> What to produce: Among the entries below, find the lines with the word "Đường" and copy them.

> Available records:
+++
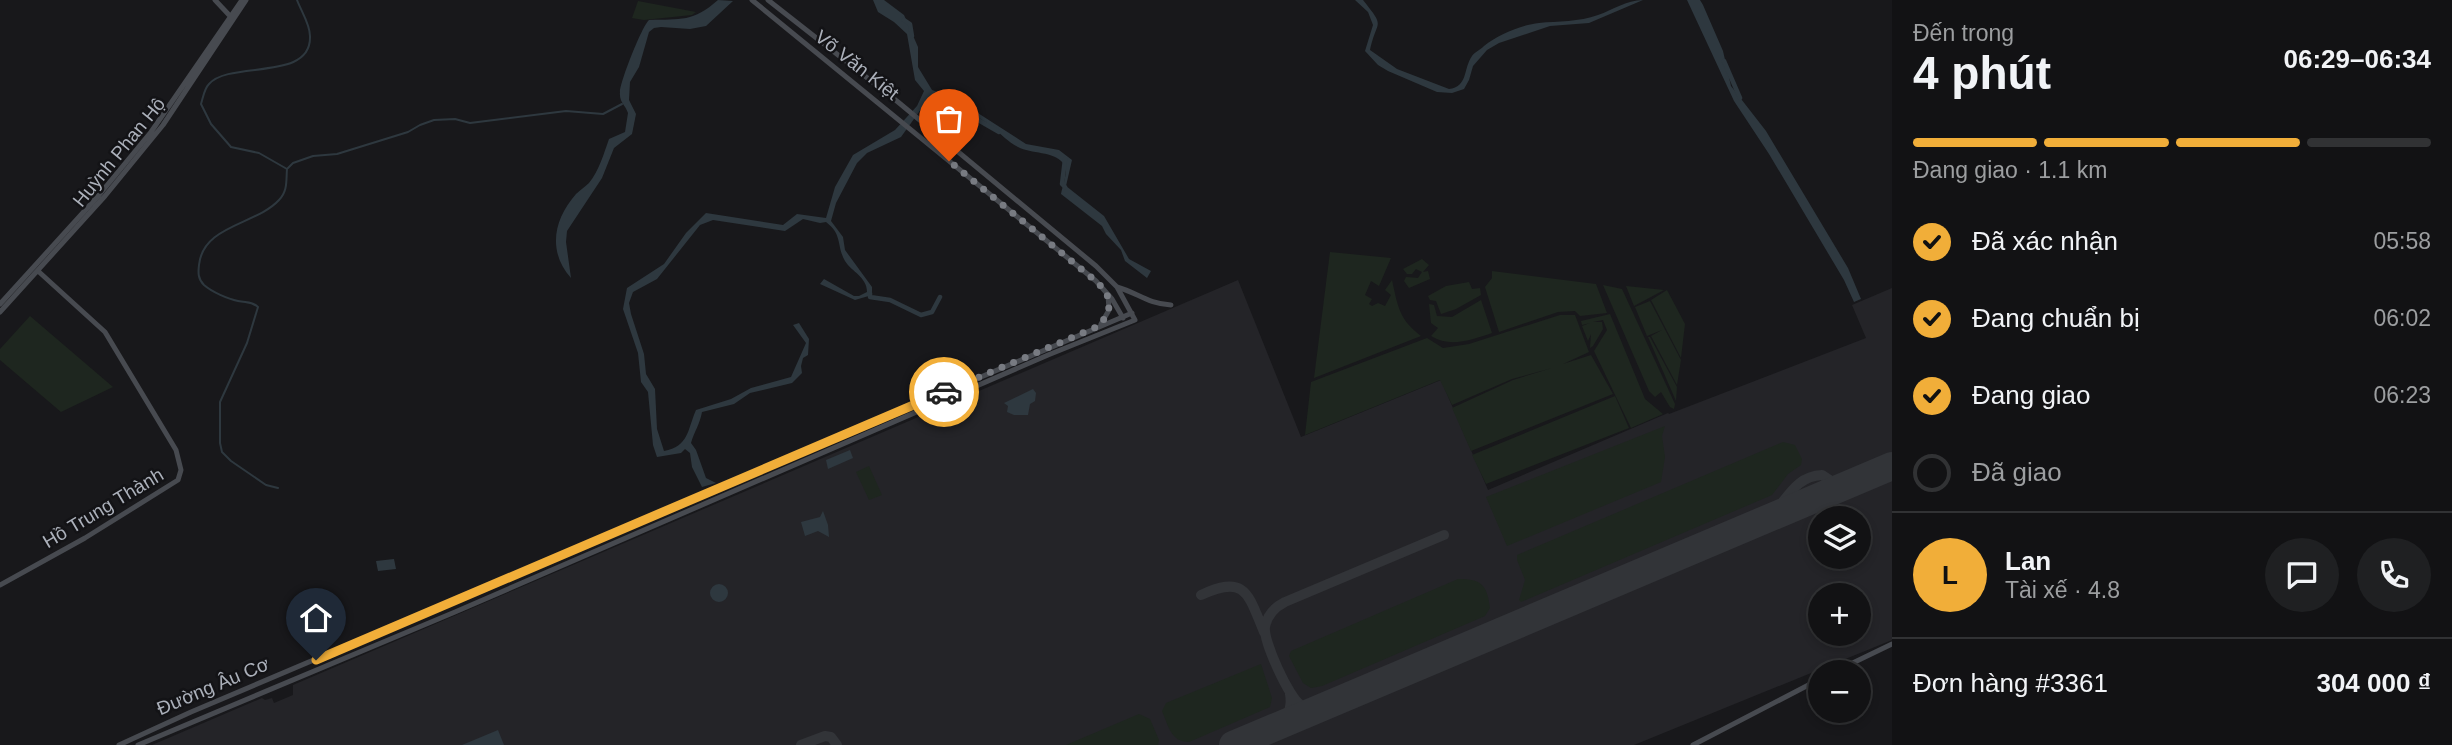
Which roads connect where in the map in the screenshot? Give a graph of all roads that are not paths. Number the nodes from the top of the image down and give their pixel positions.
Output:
1 (215, 0) edge
2 (244, 0) edge
3 (752, 0) edge
4 (768, 0) edge
5 (230, 16) junction
6 (1013, 198) junction
7 (1006, 208) junction
8 (38, 271) junction
9 (1117, 287) junction
10 (1107, 292) junction
11 (1171, 305) dead end
12 (0, 308) edge
13 (1132, 313) junction
14 (1122, 317) junction
15 (1135, 320) joint
16 (1127, 324) junction
17 (1099, 326) junction
18 (1047, 352) junction
19 (652, 516) junction
20 (656, 524) junction
21 (0, 585) edge
22 (1892, 644) edge
23 (1859, 660) edge
24 (1808, 685) edge
25 (171, 720) junction
26 (175, 729) junction
27 (119, 745) edge
28 (138, 745) edge
29 (1693, 745) edge

1 - 5 street
2 - 5 street, Huỳnh Phan Hộ
2 - 8 street, Huỳnh Phan Hộ
3 - 7 street, Võ Văn Kiệt
4 - 6 street, Võ Văn Kiệt
5 - 12 street, Huỳnh Phan Hộ
6 - 7 street
6 - 9 street, Võ Văn Kiệt
7 - 10 street, Võ Văn Kiệt
8 - 12 street, Huỳnh Phan Hộ
8 - 21 street, Hồ Trung Thành
9 - 11 street
9 - 13 street, Võ Văn Kiệt
10 - 14 street, Võ Văn Kiệt
10 - 17 street
13 - 14 street, Đường Âu Cơ
13 - 15 street, Võ Văn Kiệt
14 - 16 street, Võ Văn Kiệt
14 - 17 street, Đường Âu Cơ
15 - 16 street, Đường Âu Cơ
16 - 18 street, Đường Âu Cơ
17 - 18 street, Đường Âu Cơ
18 - 19 street, Đường Âu Cơ
18 - 20 street, Đường Âu Cơ
19 - 20 street
19 - 25 street, Đường Âu Cơ
20 - 26 street, Đường Âu Cơ
22 - 23 street
24 - 29 street
25 - 26 street
25 - 27 street, Đường Âu Cơ
26 - 28 street, Đường Âu Cơ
+++
> Problem solution:
13 - 14 street, Đường Âu Cơ
14 - 17 street, Đường Âu Cơ
15 - 16 street, Đường Âu Cơ
16 - 18 street, Đường Âu Cơ
17 - 18 street, Đường Âu Cơ
18 - 19 street, Đường Âu Cơ
18 - 20 street, Đường Âu Cơ
19 - 25 street, Đường Âu Cơ
20 - 26 street, Đường Âu Cơ
25 - 27 street, Đường Âu Cơ
26 - 28 street, Đường Âu Cơ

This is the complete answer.